_Source data_
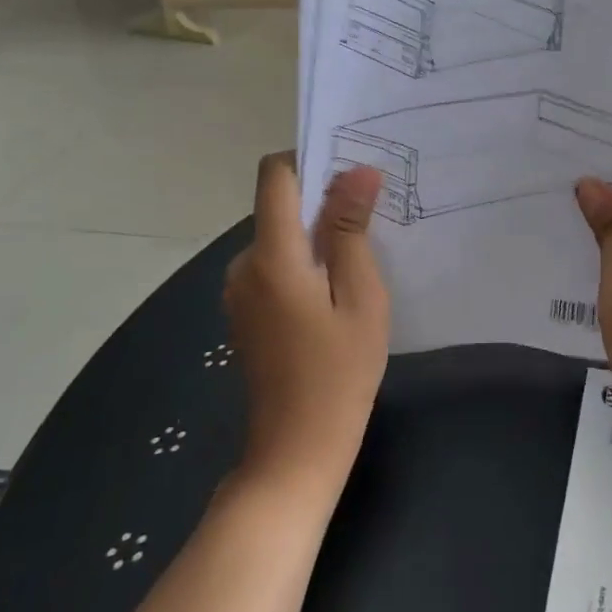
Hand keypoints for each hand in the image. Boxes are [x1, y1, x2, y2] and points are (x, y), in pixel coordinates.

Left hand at [224, 154, 389, 499]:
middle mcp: (244, 264)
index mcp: (272, 256)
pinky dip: (304, 259)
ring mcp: (240, 290)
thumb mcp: (361, 296)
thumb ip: (352, 229)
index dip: (309, 160)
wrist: (295, 451)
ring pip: (279, 234)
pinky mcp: (245, 310)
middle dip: (323, 200)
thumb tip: (357, 171)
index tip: (350, 172)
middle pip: (279, 205)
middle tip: (372, 218)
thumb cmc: (339, 372)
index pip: (275, 176)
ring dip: (316, 233)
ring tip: (361, 256)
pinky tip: (336, 288)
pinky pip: (274, 262)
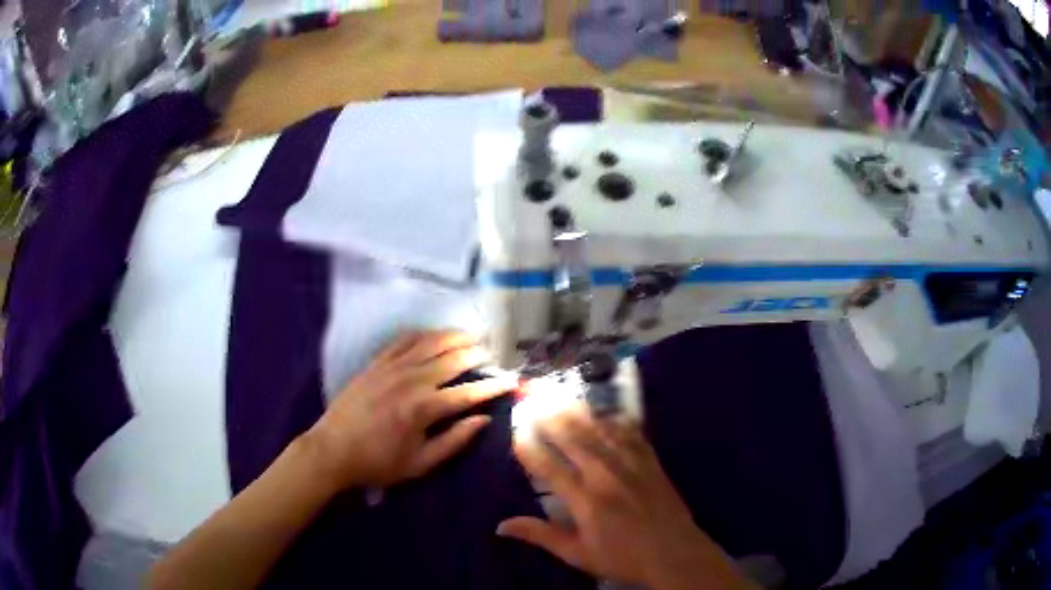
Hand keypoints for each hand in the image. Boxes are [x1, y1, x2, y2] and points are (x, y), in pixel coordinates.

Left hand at [301, 330, 515, 491]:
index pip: (469, 392)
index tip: (512, 380)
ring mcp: (392, 367)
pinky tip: (433, 335)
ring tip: (472, 335)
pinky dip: (423, 334)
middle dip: (478, 353)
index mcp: (424, 408)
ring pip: (430, 342)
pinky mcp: (376, 362)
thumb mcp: (420, 464)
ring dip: (454, 336)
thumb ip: (454, 441)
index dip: (494, 385)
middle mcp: (411, 380)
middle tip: (493, 353)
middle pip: (453, 358)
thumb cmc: (378, 463)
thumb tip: (482, 420)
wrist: (332, 450)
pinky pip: (404, 340)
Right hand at [497, 405, 756, 589]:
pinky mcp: (651, 462)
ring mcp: (631, 465)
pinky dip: (617, 421)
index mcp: (584, 500)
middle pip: (574, 439)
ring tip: (563, 399)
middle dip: (552, 419)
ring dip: (580, 414)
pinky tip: (608, 413)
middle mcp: (605, 475)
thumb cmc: (622, 558)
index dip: (529, 448)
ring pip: (601, 431)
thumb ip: (541, 536)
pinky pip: (632, 434)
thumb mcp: (577, 554)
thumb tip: (501, 526)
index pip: (548, 467)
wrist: (675, 554)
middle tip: (535, 402)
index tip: (515, 432)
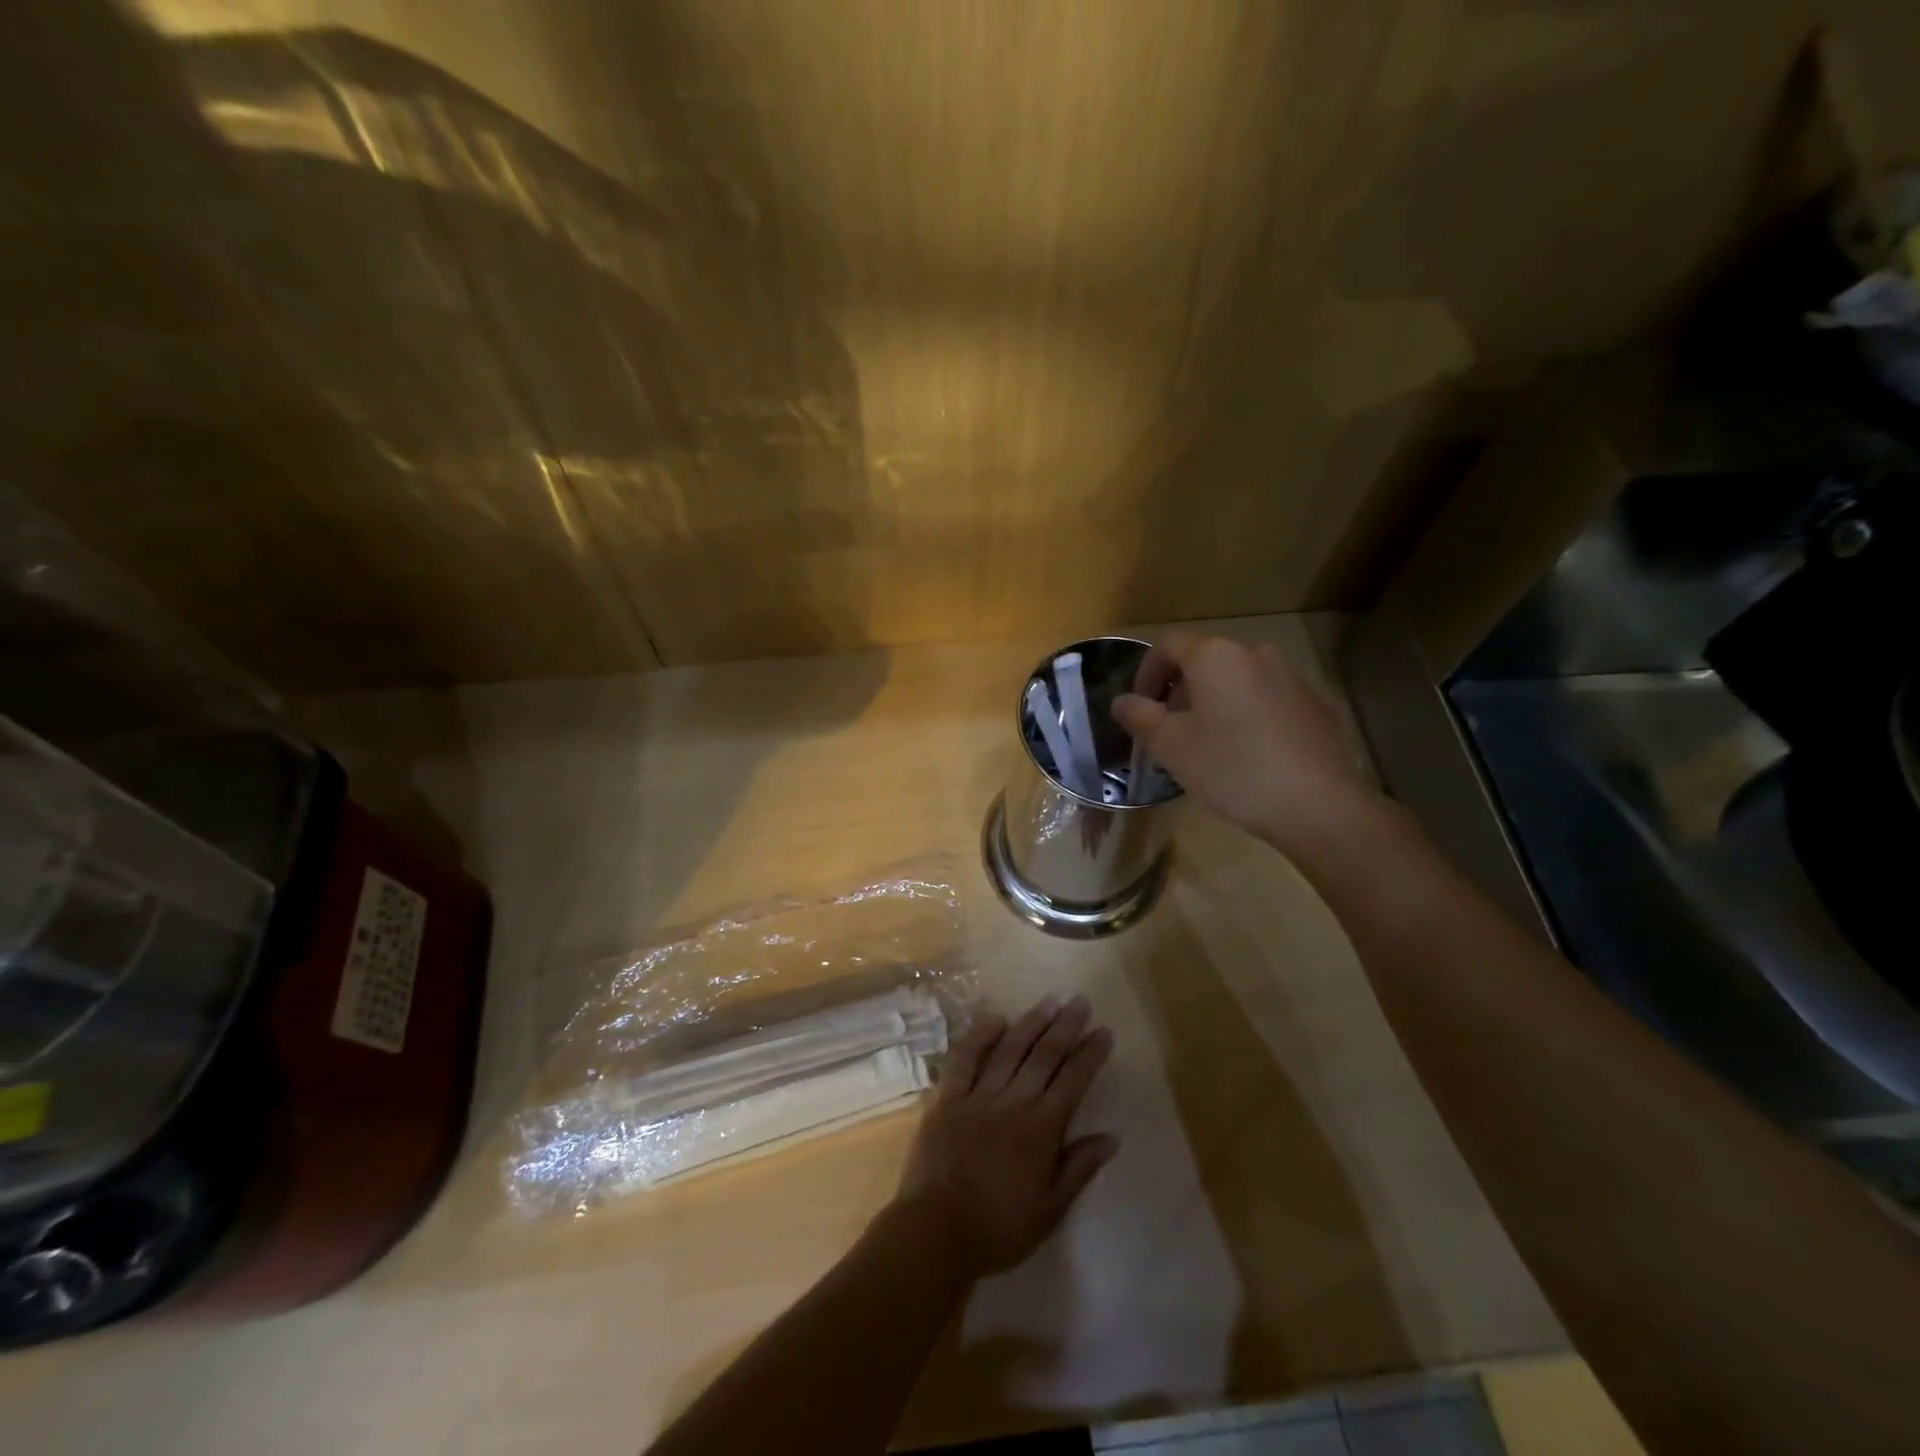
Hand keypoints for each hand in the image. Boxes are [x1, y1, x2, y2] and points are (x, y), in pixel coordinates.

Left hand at [895, 995, 1116, 1281]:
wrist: (936, 1232)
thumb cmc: (998, 1228)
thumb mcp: (1050, 1210)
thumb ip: (1079, 1169)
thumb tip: (1111, 1138)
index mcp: (1041, 1130)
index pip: (1072, 1082)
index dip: (1090, 1054)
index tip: (1103, 1031)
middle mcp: (1013, 1103)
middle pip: (1044, 1056)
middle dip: (1065, 1027)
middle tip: (1080, 1001)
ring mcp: (977, 1096)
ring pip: (1009, 1050)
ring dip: (1031, 1023)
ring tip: (1049, 1001)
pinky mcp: (947, 1098)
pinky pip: (964, 1059)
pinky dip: (979, 1036)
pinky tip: (995, 1018)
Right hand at [1112, 630, 1378, 852]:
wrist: (1317, 803)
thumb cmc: (1231, 767)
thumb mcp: (1170, 745)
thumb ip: (1139, 716)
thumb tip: (1121, 702)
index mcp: (1216, 656)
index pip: (1168, 645)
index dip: (1146, 673)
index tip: (1139, 708)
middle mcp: (1255, 653)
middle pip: (1204, 661)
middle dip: (1179, 691)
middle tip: (1168, 731)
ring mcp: (1291, 677)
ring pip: (1236, 681)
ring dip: (1213, 703)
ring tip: (1206, 745)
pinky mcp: (1315, 704)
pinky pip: (1265, 699)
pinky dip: (1245, 715)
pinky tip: (1246, 754)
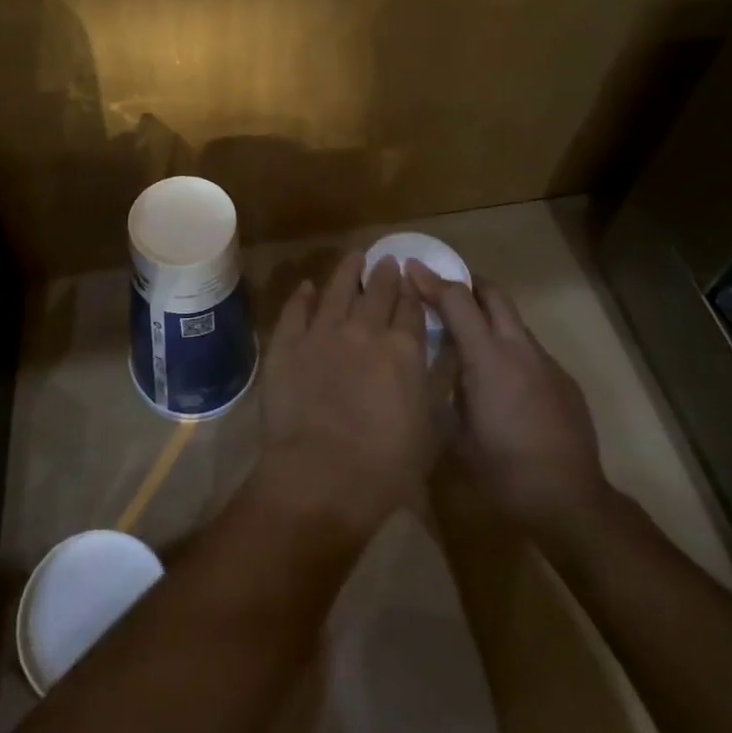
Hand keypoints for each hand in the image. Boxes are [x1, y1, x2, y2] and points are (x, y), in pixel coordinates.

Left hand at [257, 251, 437, 536]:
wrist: (322, 475)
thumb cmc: (386, 466)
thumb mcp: (431, 430)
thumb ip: (436, 385)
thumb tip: (443, 356)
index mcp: (403, 350)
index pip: (411, 310)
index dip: (413, 293)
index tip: (412, 280)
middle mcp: (364, 331)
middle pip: (377, 292)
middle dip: (385, 274)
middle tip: (387, 261)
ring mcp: (322, 333)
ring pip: (336, 290)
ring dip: (347, 271)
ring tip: (354, 257)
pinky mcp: (287, 343)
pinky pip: (295, 310)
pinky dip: (302, 296)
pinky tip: (306, 287)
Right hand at [408, 265, 610, 547]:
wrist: (570, 501)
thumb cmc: (503, 471)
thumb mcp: (454, 434)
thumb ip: (443, 392)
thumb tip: (431, 372)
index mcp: (487, 359)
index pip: (457, 300)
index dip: (431, 281)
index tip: (411, 269)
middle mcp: (519, 349)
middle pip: (493, 293)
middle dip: (467, 283)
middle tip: (442, 291)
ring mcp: (547, 363)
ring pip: (513, 321)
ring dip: (489, 318)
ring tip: (468, 340)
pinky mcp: (565, 381)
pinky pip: (530, 350)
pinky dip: (508, 349)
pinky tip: (502, 383)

_Task to complete_
Copy down every line of the material above that includes the string "hand".

_Reply_
Hand keypoints for each hand in the image. Boxes are [x1, y1, x2, y2] and points are (x, y), in pixel coordinates.
Left hand at [224, 154, 389, 499]:
Hand keypoints for each hand in the image. Boxes are [x1, y1, x2, y2] and points are (x, y), in pixel coordinates.
Left hand at [301, 330, 515, 491]:
Right hand at [497, 405, 756, 589]:
Hand keypoints for each hand in the image. Boxes are [x1, y1, x2, y2] and points are (x, y), in pixel coordinates.
Left hand at [895, 995, 1116, 1281]:
Right hand at [1112, 630, 1378, 852]:
Hand keypoints for each hand in the image. Boxes are [x1, y1, x2, y2] and points are (x, y), in pixel coordinates.
Left hand at [257, 251, 437, 536]:
Right hand at [408, 265, 610, 547]:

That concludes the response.